You’ll also need additional documents as proof of your address, for example, a recent utility bill, bank statement or council tax bill.

Buyers will be asked for ‘proof of funds’ to demonstrate that they have secured sufficient funds to make the purchase. A copy of your mortgage offer should suffice, along with a bank statement to show that you have the funds to cover your deposit.

Sellers meanwhile need to locate an array of documents related to their property including:

  • title deeds or proof of ownership,
  • planning permission and building regulations certificates for any extensions or alteration work that has been carried out,
  • FENSA and CERTASS certificates if you’ve had windows or doors installed,
  • Gas Safe, CORGI and HETAS certificates for boilers and heating appliances,
  • Guarantees for any other work carried out at the property.

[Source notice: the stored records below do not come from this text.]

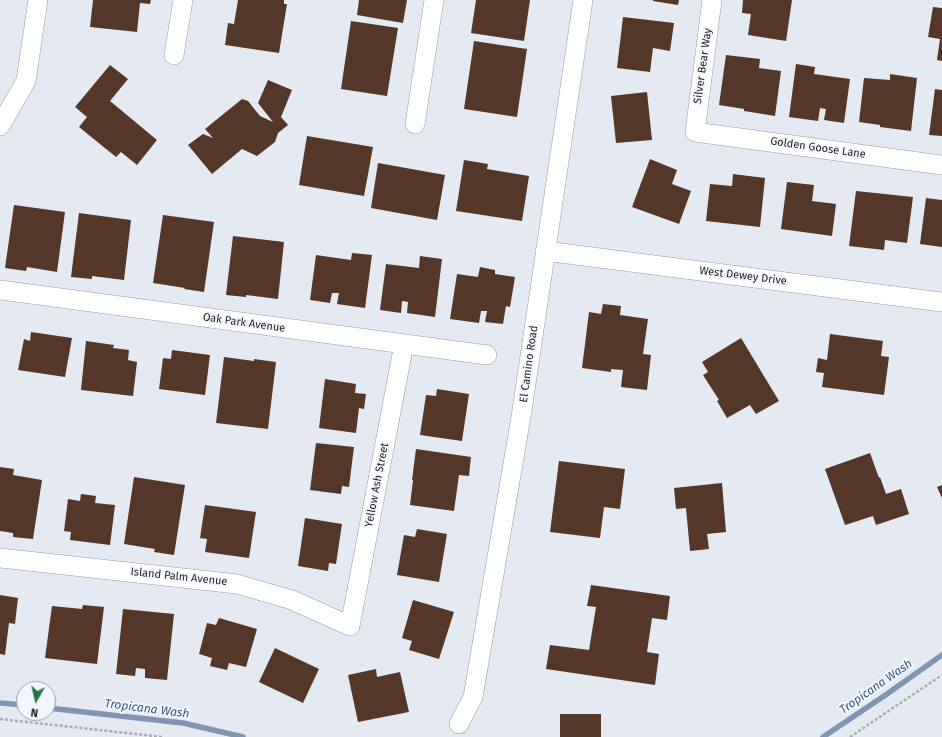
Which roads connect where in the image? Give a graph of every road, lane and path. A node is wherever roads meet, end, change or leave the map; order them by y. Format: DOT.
graph roads {
  1 [pos="38,0"];
  2 [pos="183,0"];
  3 [pos="434,0"];
  4 [pos="583,0"];
  5 [pos="712,0"];
  6 [pos="174,55"];
  7 [pos="415,124"];
  8 [pos="0,126"];
  9 [pos="695,132"];
  10 [pos="942,165"];
  11 [pos="545,251"];
  12 [pos="0,290"];
  13 [pos="942,302"];
  14 [pos="404,344"];
  15 [pos="487,355"];
  16 [pos="0,558"];
  17 [pos="350,626"];
  18 [pos="942,675"];
  19 [pos="0,719"];
  20 [pos="459,724"];
  21 [pos="163,737"];
  22 [pos="850,737"];
  1 -- 8 [label="street"];
  2 -- 6 [label="street"];
  3 -- 7 [label="street"];
  4 -- 11 [label="street, El Camino Road"];
  5 -- 9 [label="street, Silver Bear Way"];
  9 -- 10 [label="street, Golden Goose Lane"];
  11 -- 13 [label="street, West Dewey Drive"];
  11 -- 20 [label="street, El Camino Road"];
  12 -- 14 [label="street, Oak Park Avenue"];
  14 -- 15 [label="street, Oak Park Avenue"];
  14 -- 17 [label="street, Yellow Ash Street"];
  16 -- 17 [label="street, Island Palm Avenue"];
  18 -- 22 [label="path"];
  19 -- 21 [label="path"];
}
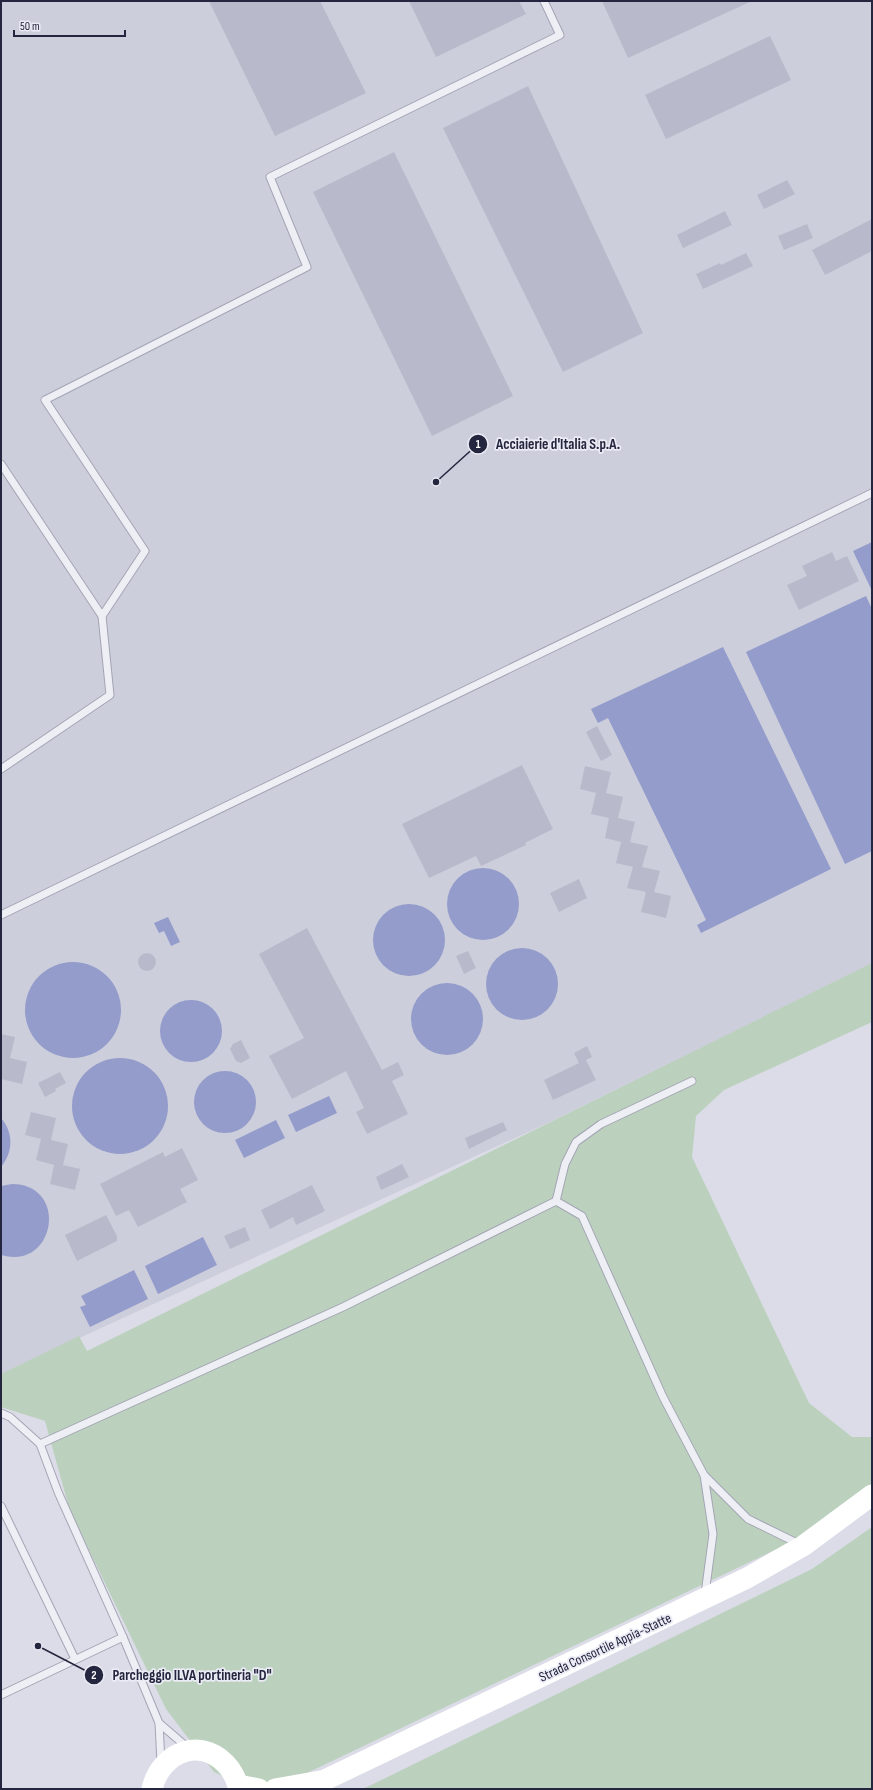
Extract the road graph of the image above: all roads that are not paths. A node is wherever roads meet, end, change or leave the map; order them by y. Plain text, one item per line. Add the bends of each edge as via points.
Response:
1 (544, 1) edge
2 (1, 464) edge
3 (872, 493) edge
4 (102, 616) junction
5 (1, 770) edge
6 (1, 915) edge
7 (692, 1081) dead end
8 (556, 1201) junction
9 (1, 1413) edge
10 (40, 1444) junction
11 (704, 1475) junction
12 (872, 1495) edge
13 (1, 1506) edge
14 (803, 1546) junction
15 (704, 1600) junction
16 (123, 1637) junction
17 (76, 1659) junction
18 (1, 1695) edge
19 (160, 1723) junction
20 (191, 1751) junction
21 (161, 1767) junction
22 (326, 1780) junction
23 (238, 1787) edge
24 (152, 1789) edge
25 (259, 1789) edge
26 (274, 1789) edge
27 (306, 1789) edge

1 - 4 lane via 560,35 270,177 307,266 45,400 145,551
2 - 4 lane
3 - 6 lane
4 - 5 lane via 110,695
7 - 8 lane via 601,1124 576,1142 565,1164
8 - 10 lane via 343,1307
8 - 11 lane via 582,1216 663,1397
9 - 10 lane via 10,1417
10 - 16 lane via 58,1492
11 - 14 lane via 748,1519
11 - 15 lane via 713,1534
12 - 14 street, Strada Consortile Appia-Statte
13 - 17 lane
14 - 15 street, Strada Consortile Appia-Statte
15 - 22 street, Strada Consortile Appia-Statte
16 - 17 lane
16 - 19 lane
17 - 18 lane
19 - 20 lane
19 - 21 lane
20 - 21 street via 180,1753
20 - 23 street via 204,1751 226,1763 234,1774
21 - 24 street via 154,1778
22 - 26 street, Strada Consortile Appia-Statte
22 - 27 street, Strada Consortile Appia-Statte
23 - 25 street

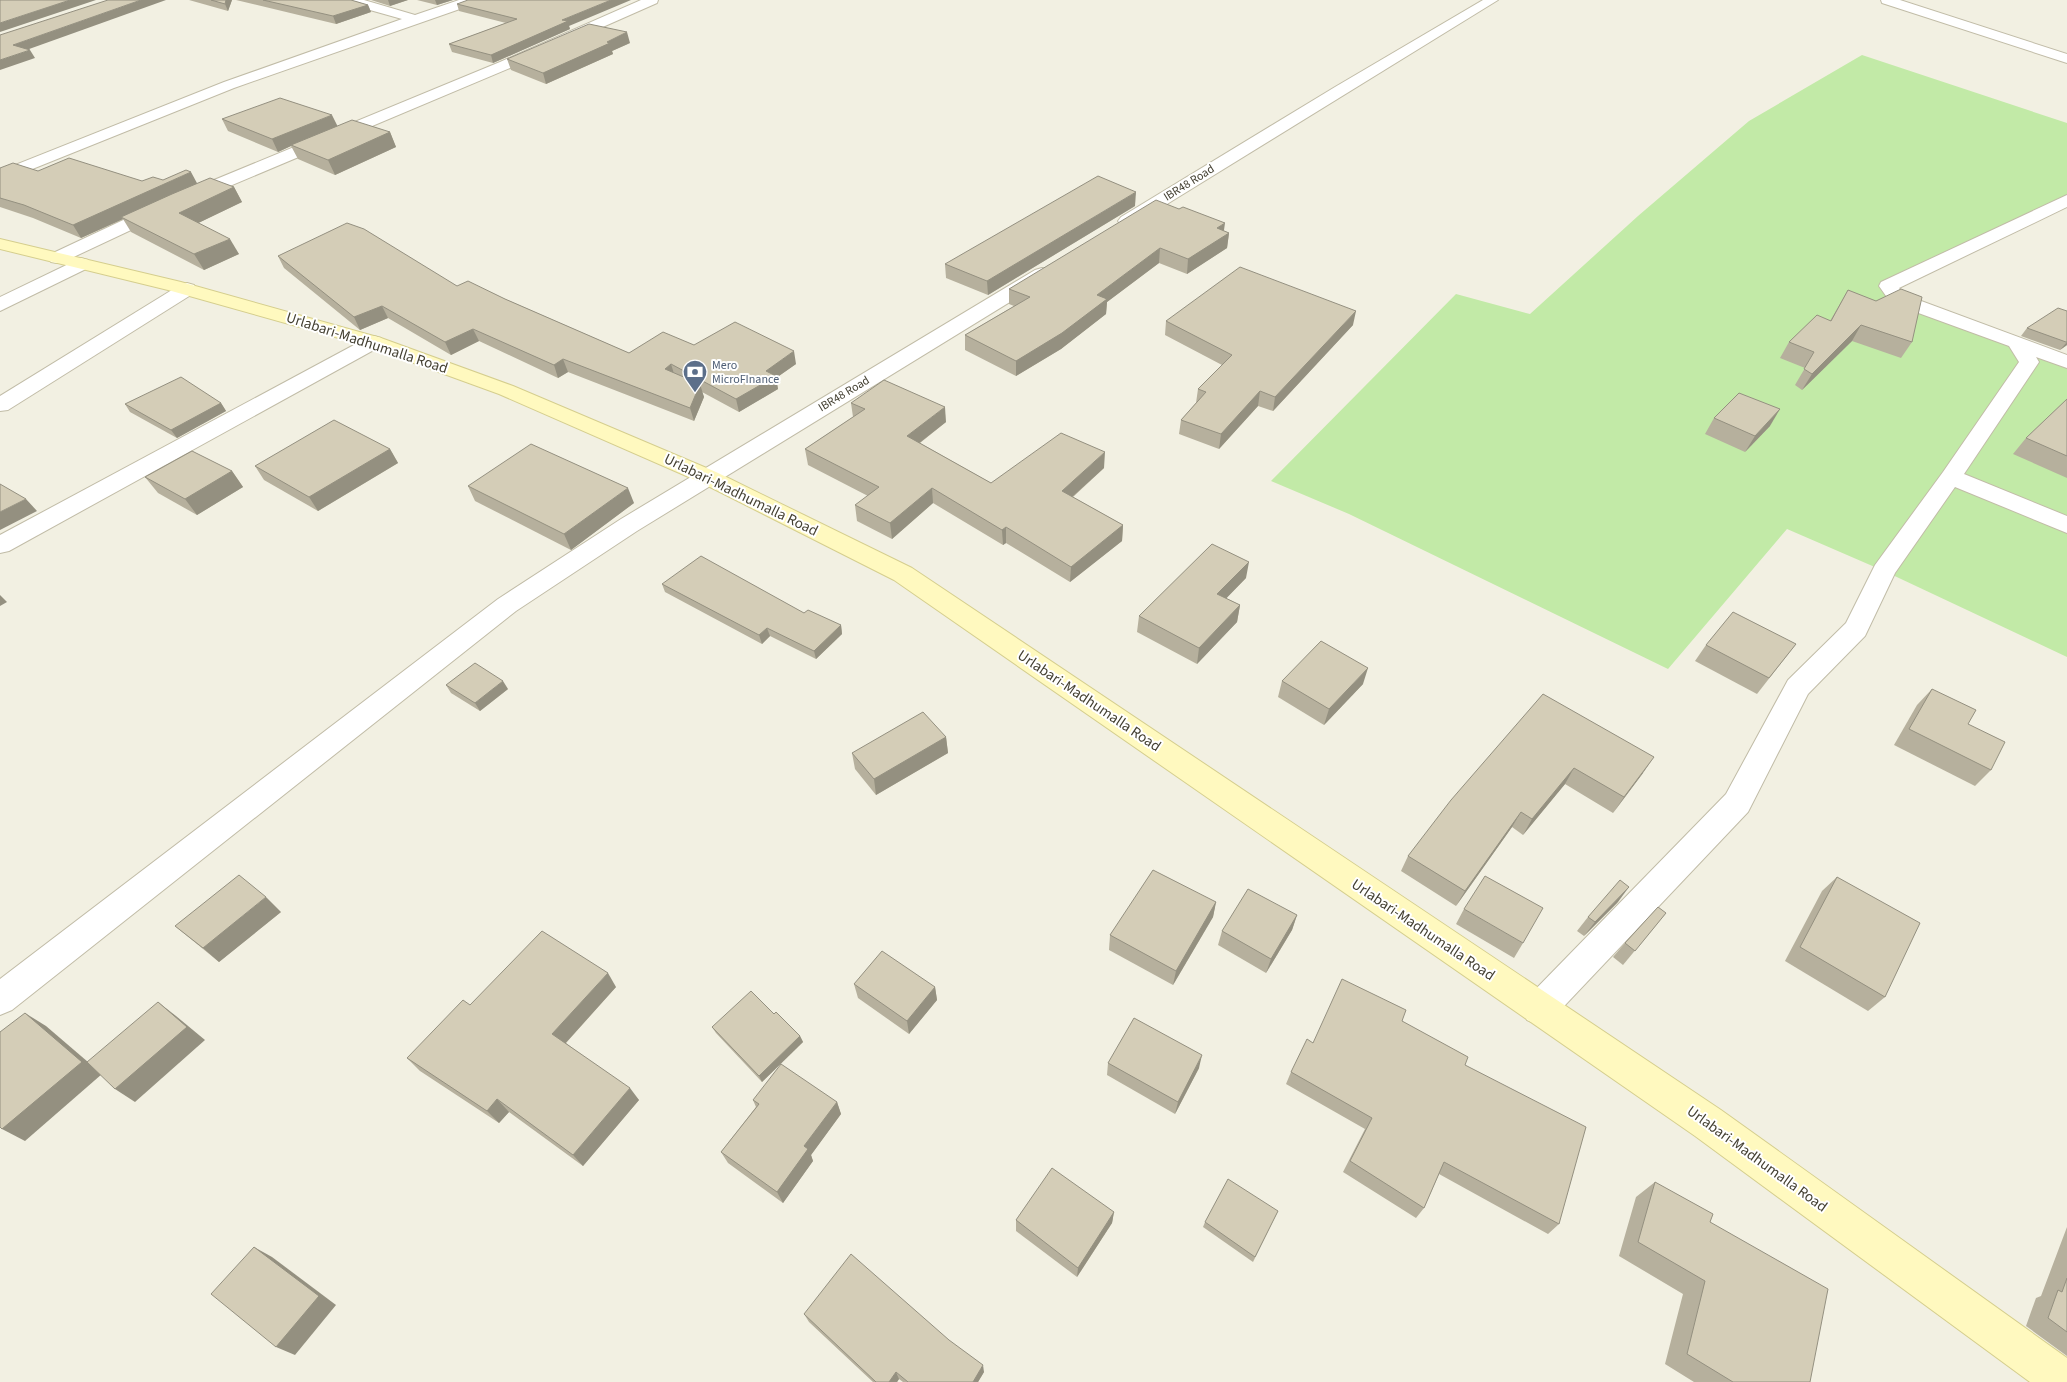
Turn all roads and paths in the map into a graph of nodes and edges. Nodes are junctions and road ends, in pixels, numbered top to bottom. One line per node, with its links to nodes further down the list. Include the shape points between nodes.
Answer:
1 (350, 0): 6 (street)
2 (472, 0): 6 (street)
3 (652, 0): 12 (street, via 174,203)
4 (1492, 0): 10 (street, IBR48 Road)
5 (1887, 0): 7 (street)
6 (415, 19): 8 (street, via 229,85)
7 (2067, 59)
8 (0, 177)
9 (2067, 200): 17 (street, via 1888,286 1898,299)
10 (1114, 229)
11 (0, 244): 12 (main road, Urlabari-Madhumalla Road)
12 (69, 261): 14 (main road, Urlabari-Madhumalla Road); 15 (street)
13 (1055, 265): 20 (street, IBR48 Road)
14 (187, 289): 16 (main road, Urlabari-Madhumalla Road); 19 (street)
15 (0, 305)
16 (374, 342): 20 (main road, Urlabari-Madhumalla Road, via 506,390); 23 (street)
17 (2016, 342): 18 (street); 21 (street, via 2029,362)
18 (2067, 362)
19 (0, 405)
20 (708, 477): 24 (street, IBR48 Road, via 507,605); 25 (main road, Urlabari-Madhumalla Road, via 903,574)
21 (1951, 478): 22 (street); 25 (street, via 1884,571 1856,629 1798,688 1737,803)
22 (2067, 525)
23 (0, 545)
24 (0, 999)
25 (1539, 1009): 26 (main road, Urlabari-Madhumalla Road, via 1708,1123)
26 (2064, 1382)

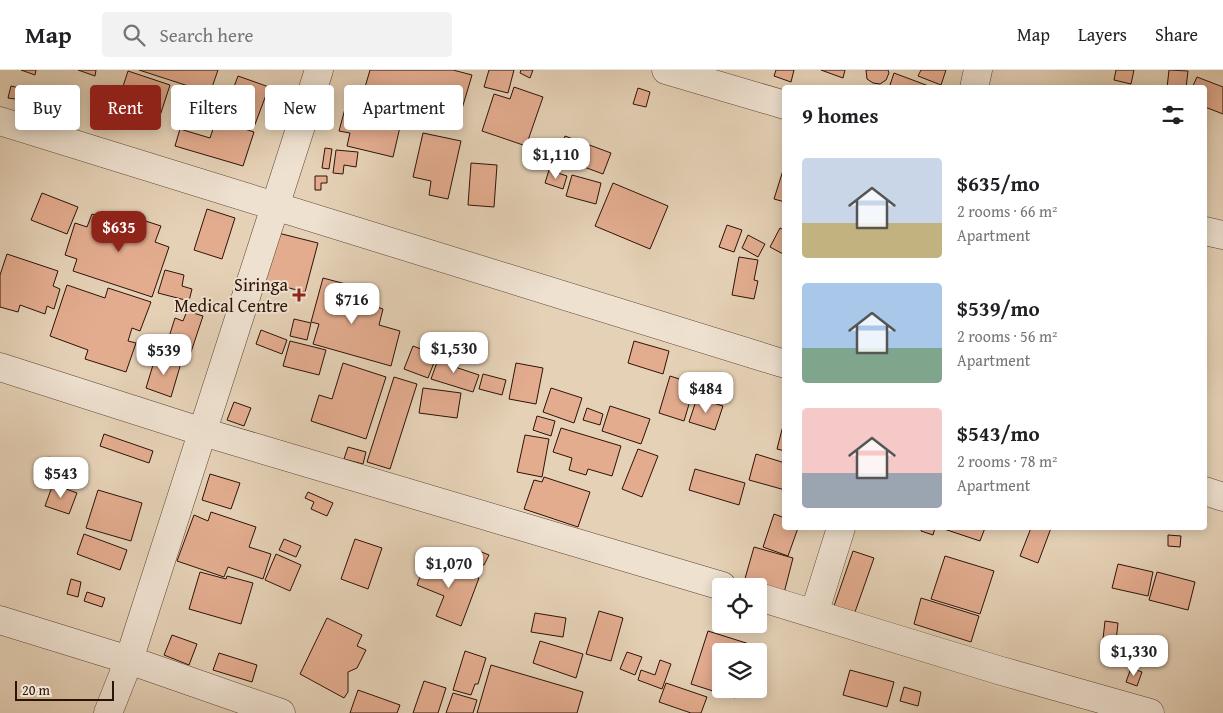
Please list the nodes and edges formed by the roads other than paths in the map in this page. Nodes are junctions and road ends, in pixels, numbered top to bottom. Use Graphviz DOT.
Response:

The other important document in any sale or purchase is, of course, the contract, which contains all of the conditions of the transaction. Your solicitor will prepare this document for you to sign ready for exchange with the other party.

Once contracts have been exchanged, the buyer will pay their deposit (usually 10%) and at this point, you are legally obliged to proceed with the sale or purchase.

If you are toying with the idea of moving, it is still possible to benefit from some Stamp Duty Land Tax (SDLT) relief.

Until 30 September 2021, the SDLT threshold is £250,000, meaning you only pay SDLT on the proportion of the purchase price above £250,000. For many buyers in our area this will mean paying no SDLT at all.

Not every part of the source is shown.